I am doing 2D FFT on 128 images of size 128 x 128 using CUFFT library. The way I used the library is the following:
unsigned int nx = 128; unsigned int ny = 128; unsigned int nz = 128;
// Make 2D fft batch plan
int n[2] = {nx, ny};
int inembed[] = {nx, ny};
int onembed[] = {nx, ny};
cufftPlanMany(&plan,
2, // rank
n, // dimension
inembed,
1, // istride
nx * ny, // idist
onembed,
1, //ostride
nx * ny, // odist
CUFFT_D2Z,
nz);
cufftSetCompatibilityMode(plan,CUFFT_COMPATIBILITY_NATIVE)
// Create output array
complex<double>* out_complex = new complex<double>[nx * ny * nz];
// Initialize output array
for (unsigned int i = 0; i < nx * ny * nz; i++) {
out_complex[i].real(0);
out_complex[i].imag(0);
}
cudaMalloc( (void**)&idata, sizeof(cufftDoubleReal) * nx * ny * nz );
cudaMalloc( (void**)&odata, sizeof(cufftDoubleComplex) * nx * ny * nz );
cudaMemcpy( idata, in_real, nx * ny * nz * sizeof(cufftDoubleReal),
cudaMemcpyHostToDevice ) );
cudaMemcpy( odata, out_complex, nx * ny * nz * sizeof(cufftDoubleComplex),
cudaMemcpyHostToDevice ) );
cufftExecD2Z( plan, idata, odata );
cudaMemcpy( out_complex, odata, nx * ny * nz * sizeof(cufftDoubleComplex),
cudaMemcpyDeviceToHost ) );
The input in_real on the host is a big array holding the 3D images, which is a double array.
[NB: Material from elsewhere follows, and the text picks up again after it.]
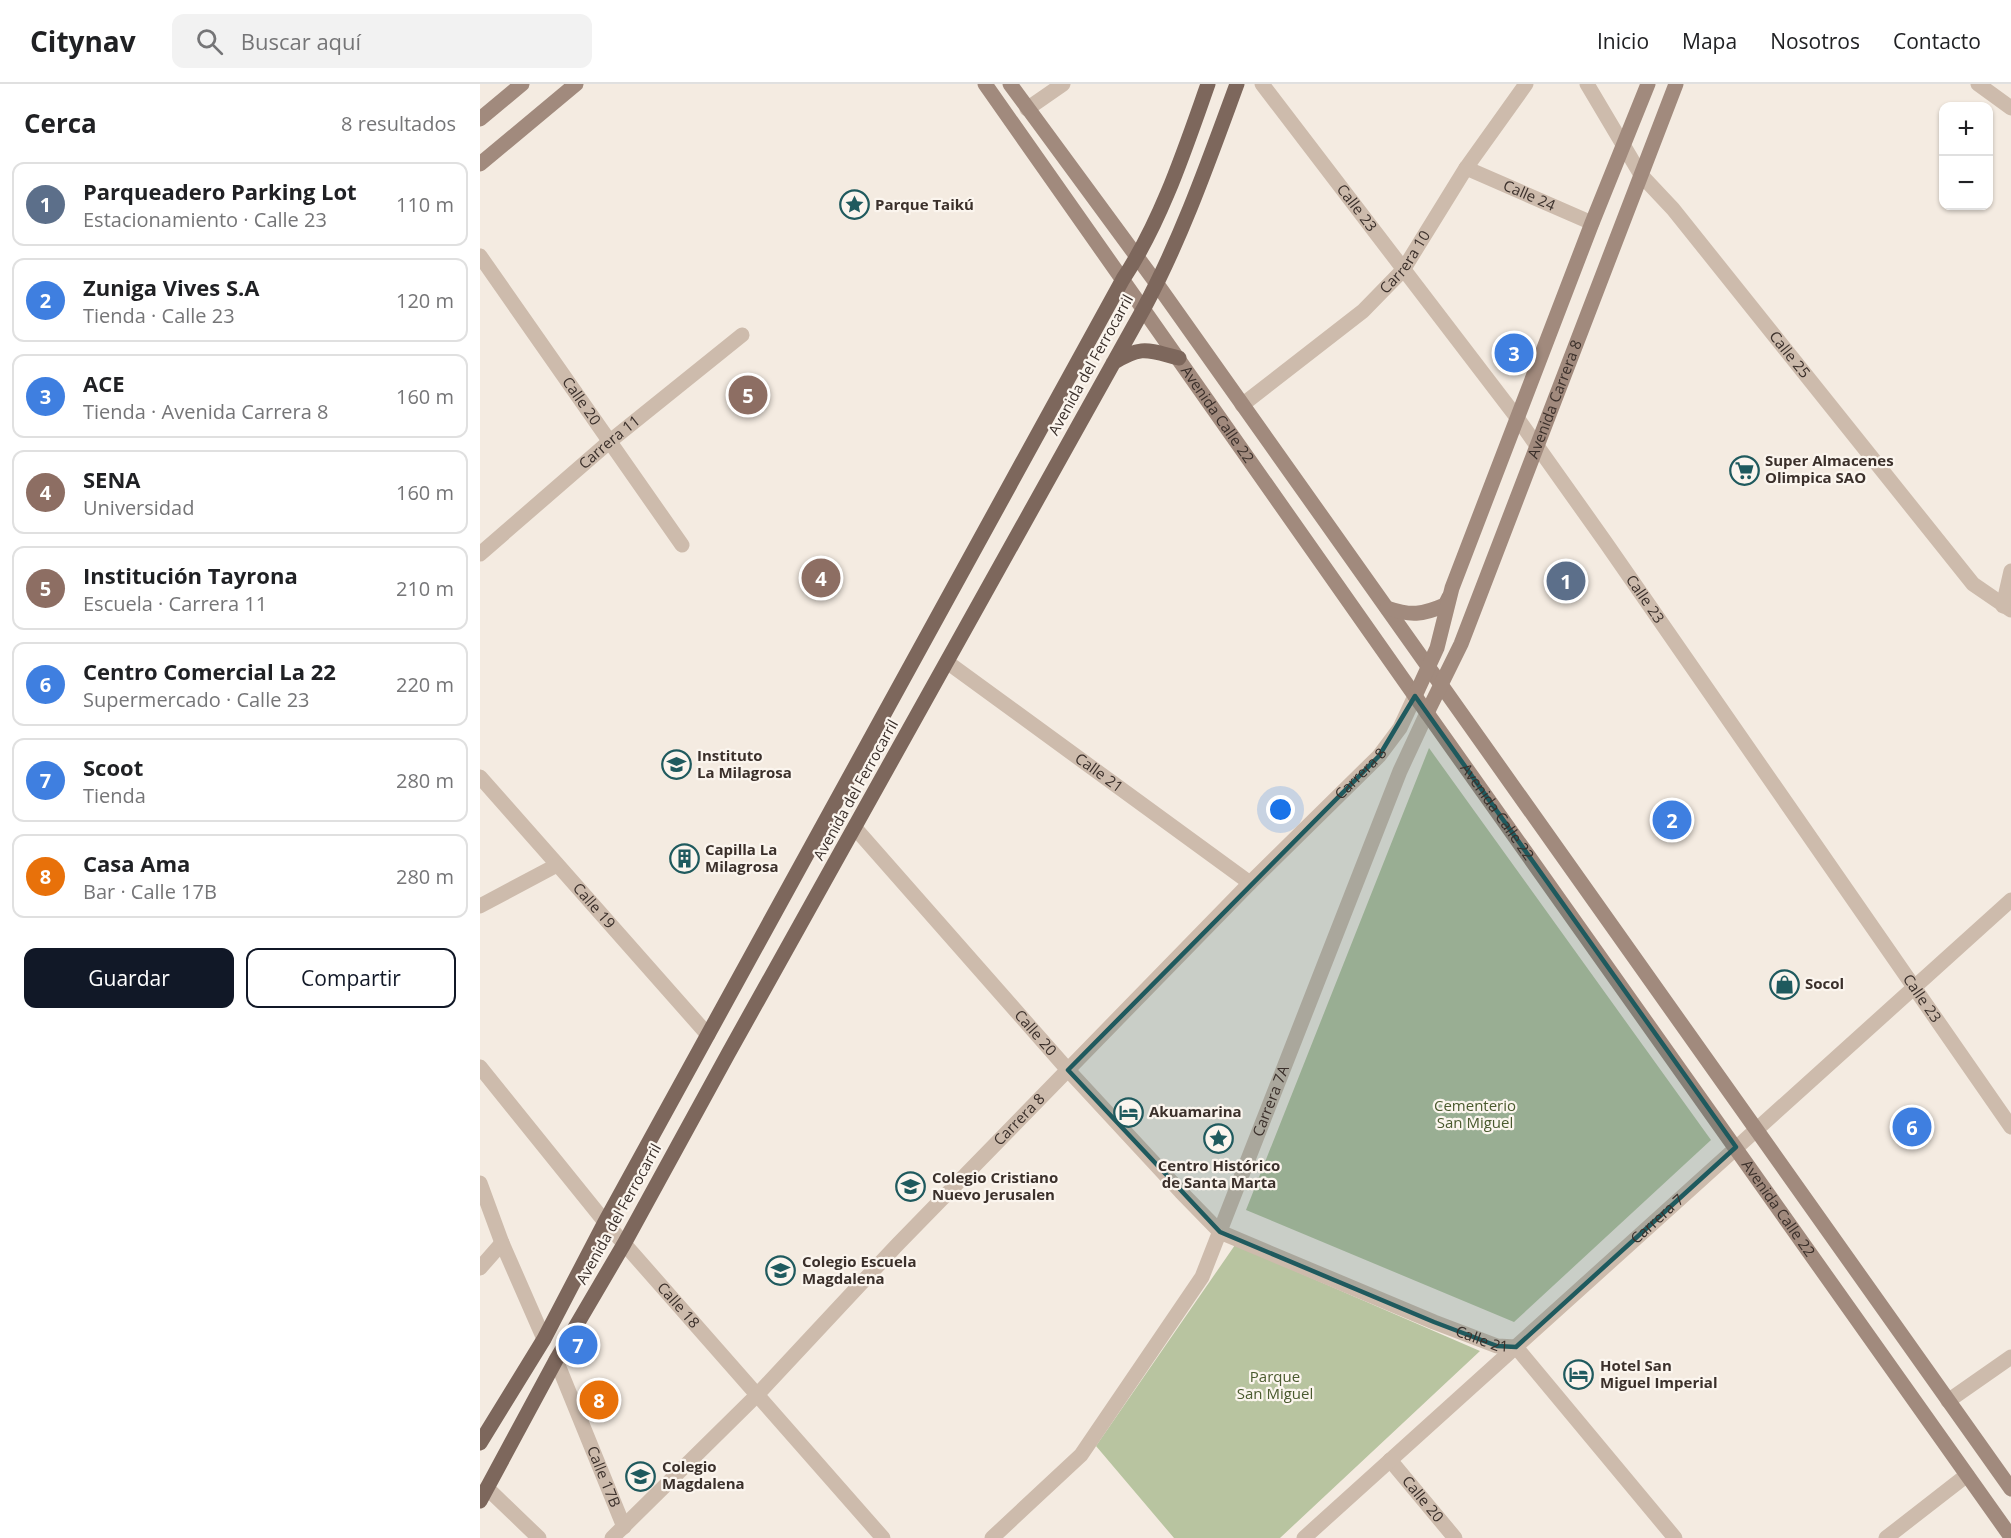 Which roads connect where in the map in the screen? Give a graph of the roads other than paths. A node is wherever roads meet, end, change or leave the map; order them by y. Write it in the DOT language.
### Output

I guess there should be no problem converting to/from double from/to cufftDoubleReal and complex from/to cufftDoubleComplex? I am a little suspicious about the way the plan was made and the parameters, which I tried to find some example online but they are not that helpful nor consistent. Then I just set the parameters via the programming guide using my own understanding.
As indicate by the title, the output is partially correct (the left half plane), with the right half plane zeros, which makes me so confused. I tried to set different types of compatibility mode but it was not that helpful. The version that I am comparing to is the MATLAB fft2().